** SOURCE MATERIAL follows **

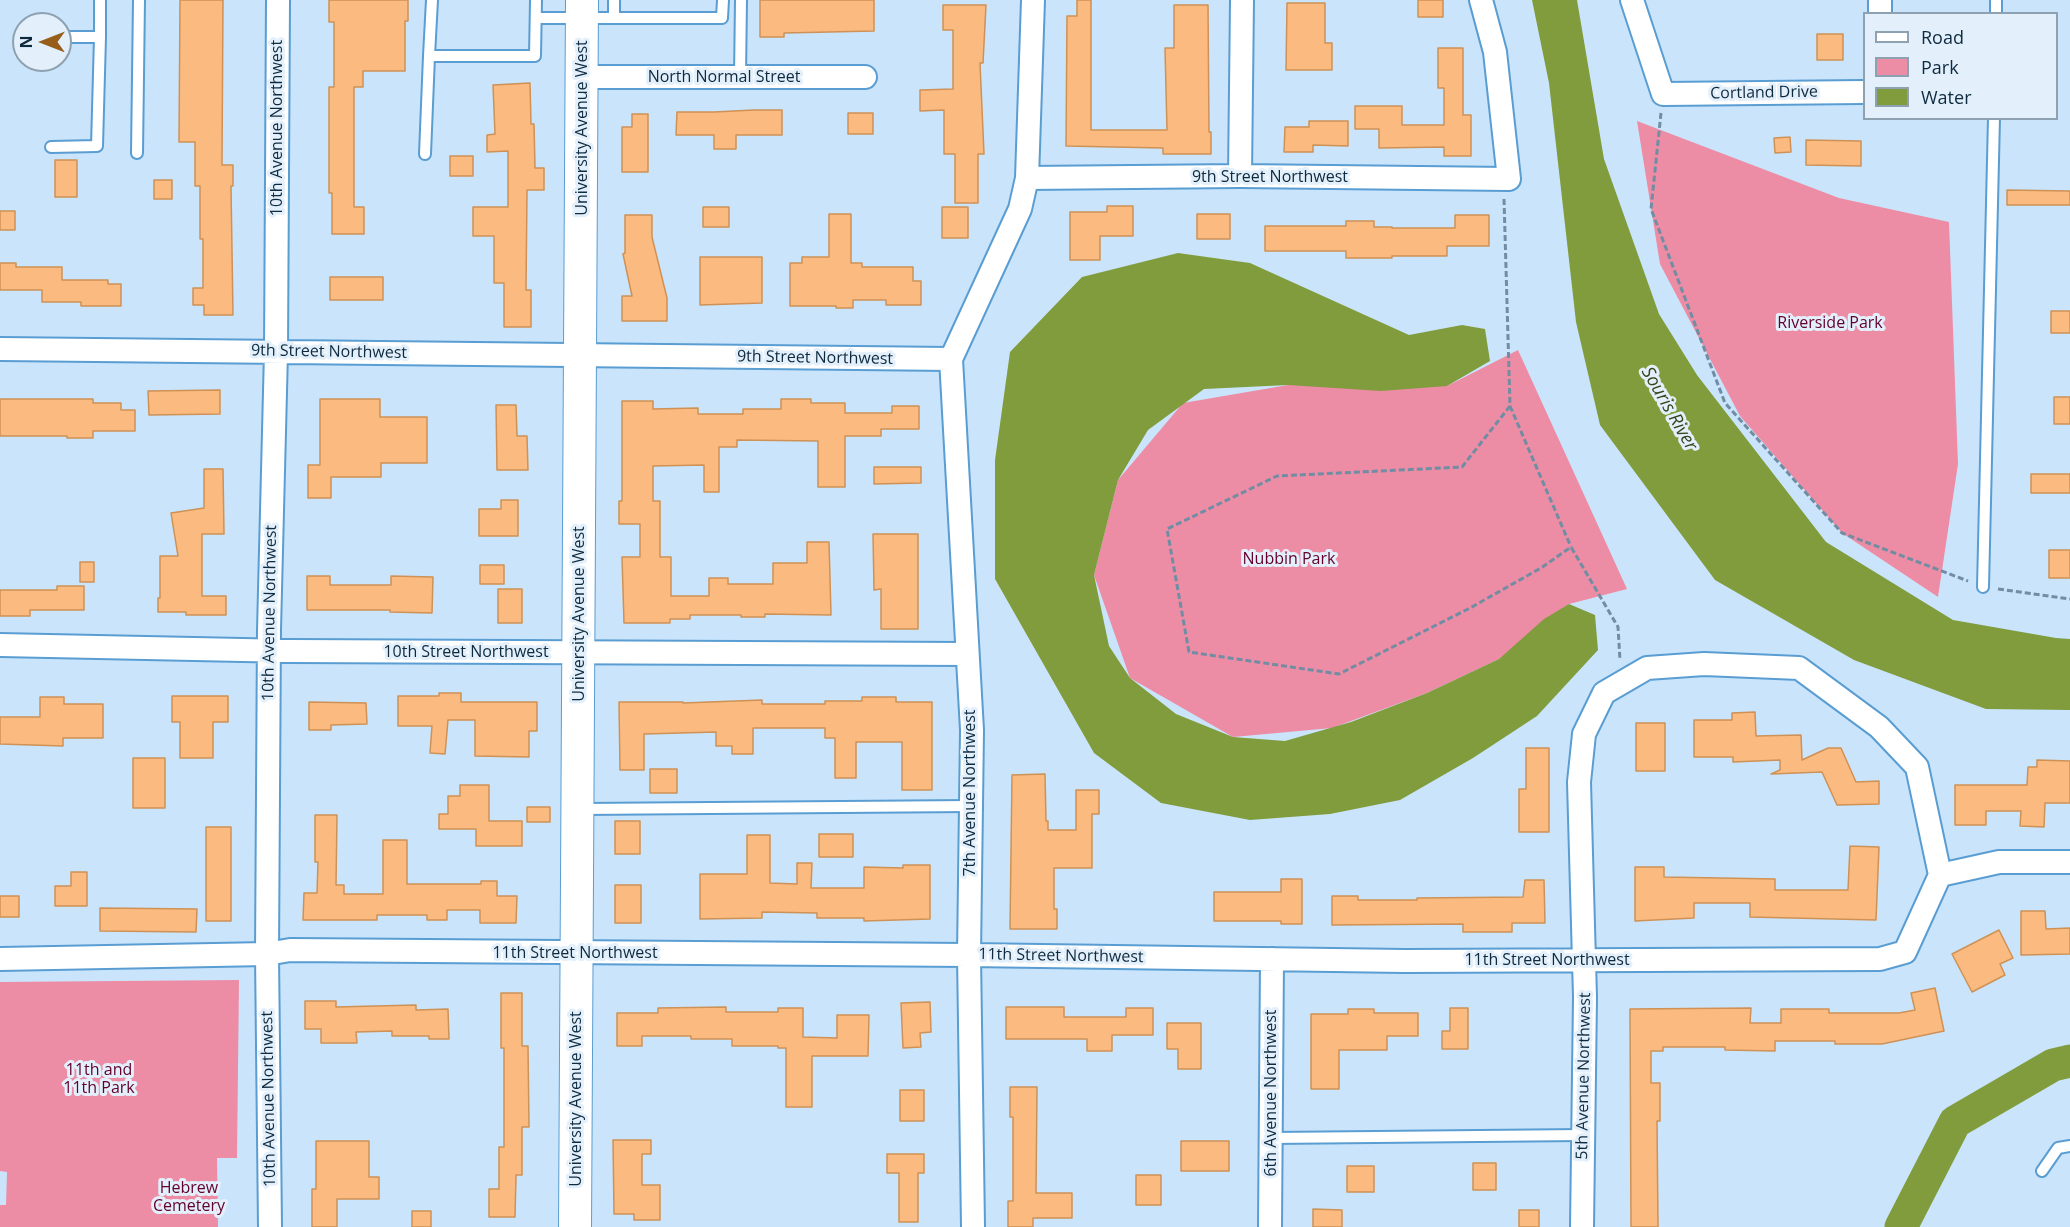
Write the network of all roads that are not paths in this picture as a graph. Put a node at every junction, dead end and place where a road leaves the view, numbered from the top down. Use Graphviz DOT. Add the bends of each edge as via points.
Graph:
graph roads {
  1 [pos="100,0"];
  2 [pos="139,0"];
  3 [pos="278,0"];
  4 [pos="432,0"];
  5 [pos="536,0"];
  6 [pos="614,0"];
  7 [pos="723,0"];
  8 [pos="741,0"];
  9 [pos="1033,0"];
  10 [pos="1242,0"];
  11 [pos="1481,0"];
  12 [pos="1632,0"];
  13 [pos="582,9"];
  14 [pos="614,17"];
  15 [pos="536,18"];
  16 [pos="72,37"];
  17 [pos="100,37"];
  18 [pos="429,56"];
  19 [pos="740,77"];
  20 [pos="865,77"];
  21 [pos="582,78"];
  22 [pos="1863,92"];
  23 [pos="1994,120"];
  24 [pos="51,147"];
  25 [pos="137,153"];
  26 [pos="425,154"];
  27 [pos="1240,176"];
  28 [pos="1027,178"];
  29 [pos="0,349"];
  30 [pos="276,352"];
  31 [pos="581,355"];
  32 [pos="951,359"];
  33 [pos="1983,587"];
  34 [pos="0,645"];
  35 [pos="269,650"];
  36 [pos="579,652"];
  37 [pos="967,654"];
  38 [pos="971,806"];
  39 [pos="578,809"];
  40 [pos="2070,862"];
  41 [pos="1940,875"];
  42 [pos="267,954"];
  43 [pos="577,954"];
  44 [pos="969,955"];
  45 [pos="0,959"];
  46 [pos="1272,959"];
  47 [pos="1584,960"];
  48 [pos="1583,1135"];
  49 [pos="1271,1138"];
  50 [pos="2070,1146"];
  51 [pos="2042,1171"];
  52 [pos="270,1227"];
  53 [pos="575,1227"];
  54 [pos="973,1227"];
  55 [pos="1270,1227"];
  56 [pos="1582,1227"];
  1 -- 17 [label="lane"];
  2 -- 25 [label="lane"];
  3 -- 30 [label="street, 10th Avenue Northwest"];
  4 -- 18 [label="lane"];
  5 -- 15 [label="lane"];
  6 -- 14 [label="lane"];
  7 -- 14 [label="lane" via="723,18"];
  8 -- 19 [label="lane"];
  9 -- 28 [label="street"];
  10 -- 27 [label="street"];
  11 -- 27 [label="street, 9th Street Northwest" via="1495,52 1506,188"];
  12 -- 22 [label="street, Cortland Drive" via="1664,94"];
  13 -- 14 [label="lane"];
  13 -- 15 [label="lane"];
  13 -- 21 [label="street, University Avenue West"];
  15 -- 18 [label="lane" via="535,56"];
  16 -- 17 [label="lane"];
  17 -- 24 [label="lane" via="97,146"];
  18 -- 26 [label="lane"];
  19 -- 20 [label="street, North Normal Street"];
  19 -- 21 [label="street, North Normal Street"];
  21 -- 31 [label="street, University Avenue West"];
  23 -- 33 [label="lane"];
  27 -- 28 [label="street, 9th Street Northwest"];
  28 -- 32 [label="street" via="1020,210"];
  29 -- 30 [label="street, 9th Street Northwest"];
  30 -- 31 [label="street, 9th Street Northwest"];
  30 -- 35 [label="street, 10th Avenue Northwest"];
  31 -- 32 [label="street, 9th Street Northwest"];
  31 -- 36 [label="street, University Avenue West"];
  32 -- 37 [label="street, 7th Avenue Northwest"];
  34 -- 35 [label="street, 10th Street Northwest"];
  35 -- 36 [label="street, 10th Street Northwest"];
  35 -- 42 [label="street, 10th Avenue Northwest"];
  36 -- 37 [label="street, 10th Street Northwest"];
  36 -- 39 [label="street, University Avenue West"];
  37 -- 38 [label="street, 7th Avenue Northwest"];
  38 -- 39 [label="lane"];
  38 -- 44 [label="street, 7th Avenue Northwest"];
  39 -- 43 [label="street, University Avenue West"];
  40 -- 41 [label="street" via="1999,862"];
  41 -- 47 [label="street, 11th Street Northwest" via="1905,952 1880,959"];
  41 -- 47 [label="street, 5th Avenue Northwest" via="1917,767 1879,727 1799,668 1704,664 1647,668 1604,693 1584,734 1579,782"];
  42 -- 43 [label="street, 11th Street Northwest"];
  42 -- 45 [label="street, 11th Street Northwest"];
  42 -- 52 [label="street, 10th Avenue Northwest"];
  43 -- 44 [label="street, 11th Street Northwest"];
  43 -- 53 [label="street, University Avenue West"];
  44 -- 46 [label="street, 11th Street Northwest"];
  44 -- 54 [label="street, 7th Avenue Northwest"];
  46 -- 47 [label="street, 11th Street Northwest"];
  46 -- 49 [label="street, 6th Avenue Northwest"];
  47 -- 48 [label="street, 5th Avenue Northwest"];
  48 -- 49 [label="lane"];
  48 -- 56 [label="street, 5th Avenue Northwest"];
  49 -- 55 [label="street, 6th Avenue Northwest"];
  50 -- 51 [label="lane" via="2058,1148"];
}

** End of SOURCE MATERIAL **

**WORK TO COMPLETE**: All entries should be reproduced exactly; no picture belongs in the result.

**ANSWER SECTION**:
Write the network of all roads that are not paths in this picture as a graph. Put a node at every junction, dead end and place where a road leaves the view, numbered from the top down. Use Graphviz DOT. Add the bends of each edge as via points.
Graph:
graph roads {
  1 [pos="100,0"];
  2 [pos="139,0"];
  3 [pos="278,0"];
  4 [pos="432,0"];
  5 [pos="536,0"];
  6 [pos="614,0"];
  7 [pos="723,0"];
  8 [pos="741,0"];
  9 [pos="1033,0"];
  10 [pos="1242,0"];
  11 [pos="1481,0"];
  12 [pos="1632,0"];
  13 [pos="582,9"];
  14 [pos="614,17"];
  15 [pos="536,18"];
  16 [pos="72,37"];
  17 [pos="100,37"];
  18 [pos="429,56"];
  19 [pos="740,77"];
  20 [pos="865,77"];
  21 [pos="582,78"];
  22 [pos="1863,92"];
  23 [pos="1994,120"];
  24 [pos="51,147"];
  25 [pos="137,153"];
  26 [pos="425,154"];
  27 [pos="1240,176"];
  28 [pos="1027,178"];
  29 [pos="0,349"];
  30 [pos="276,352"];
  31 [pos="581,355"];
  32 [pos="951,359"];
  33 [pos="1983,587"];
  34 [pos="0,645"];
  35 [pos="269,650"];
  36 [pos="579,652"];
  37 [pos="967,654"];
  38 [pos="971,806"];
  39 [pos="578,809"];
  40 [pos="2070,862"];
  41 [pos="1940,875"];
  42 [pos="267,954"];
  43 [pos="577,954"];
  44 [pos="969,955"];
  45 [pos="0,959"];
  46 [pos="1272,959"];
  47 [pos="1584,960"];
  48 [pos="1583,1135"];
  49 [pos="1271,1138"];
  50 [pos="2070,1146"];
  51 [pos="2042,1171"];
  52 [pos="270,1227"];
  53 [pos="575,1227"];
  54 [pos="973,1227"];
  55 [pos="1270,1227"];
  56 [pos="1582,1227"];
  1 -- 17 [label="lane"];
  2 -- 25 [label="lane"];
  3 -- 30 [label="street, 10th Avenue Northwest"];
  4 -- 18 [label="lane"];
  5 -- 15 [label="lane"];
  6 -- 14 [label="lane"];
  7 -- 14 [label="lane" via="723,18"];
  8 -- 19 [label="lane"];
  9 -- 28 [label="street"];
  10 -- 27 [label="street"];
  11 -- 27 [label="street, 9th Street Northwest" via="1495,52 1506,188"];
  12 -- 22 [label="street, Cortland Drive" via="1664,94"];
  13 -- 14 [label="lane"];
  13 -- 15 [label="lane"];
  13 -- 21 [label="street, University Avenue West"];
  15 -- 18 [label="lane" via="535,56"];
  16 -- 17 [label="lane"];
  17 -- 24 [label="lane" via="97,146"];
  18 -- 26 [label="lane"];
  19 -- 20 [label="street, North Normal Street"];
  19 -- 21 [label="street, North Normal Street"];
  21 -- 31 [label="street, University Avenue West"];
  23 -- 33 [label="lane"];
  27 -- 28 [label="street, 9th Street Northwest"];
  28 -- 32 [label="street" via="1020,210"];
  29 -- 30 [label="street, 9th Street Northwest"];
  30 -- 31 [label="street, 9th Street Northwest"];
  30 -- 35 [label="street, 10th Avenue Northwest"];
  31 -- 32 [label="street, 9th Street Northwest"];
  31 -- 36 [label="street, University Avenue West"];
  32 -- 37 [label="street, 7th Avenue Northwest"];
  34 -- 35 [label="street, 10th Street Northwest"];
  35 -- 36 [label="street, 10th Street Northwest"];
  35 -- 42 [label="street, 10th Avenue Northwest"];
  36 -- 37 [label="street, 10th Street Northwest"];
  36 -- 39 [label="street, University Avenue West"];
  37 -- 38 [label="street, 7th Avenue Northwest"];
  38 -- 39 [label="lane"];
  38 -- 44 [label="street, 7th Avenue Northwest"];
  39 -- 43 [label="street, University Avenue West"];
  40 -- 41 [label="street" via="1999,862"];
  41 -- 47 [label="street, 11th Street Northwest" via="1905,952 1880,959"];
  41 -- 47 [label="street, 5th Avenue Northwest" via="1917,767 1879,727 1799,668 1704,664 1647,668 1604,693 1584,734 1579,782"];
  42 -- 43 [label="street, 11th Street Northwest"];
  42 -- 45 [label="street, 11th Street Northwest"];
  42 -- 52 [label="street, 10th Avenue Northwest"];
  43 -- 44 [label="street, 11th Street Northwest"];
  43 -- 53 [label="street, University Avenue West"];
  44 -- 46 [label="street, 11th Street Northwest"];
  44 -- 54 [label="street, 7th Avenue Northwest"];
  46 -- 47 [label="street, 11th Street Northwest"];
  46 -- 49 [label="street, 6th Avenue Northwest"];
  47 -- 48 [label="street, 5th Avenue Northwest"];
  48 -- 49 [label="lane"];
  48 -- 56 [label="street, 5th Avenue Northwest"];
  49 -- 55 [label="street, 6th Avenue Northwest"];
  50 -- 51 [label="lane" via="2058,1148"];
}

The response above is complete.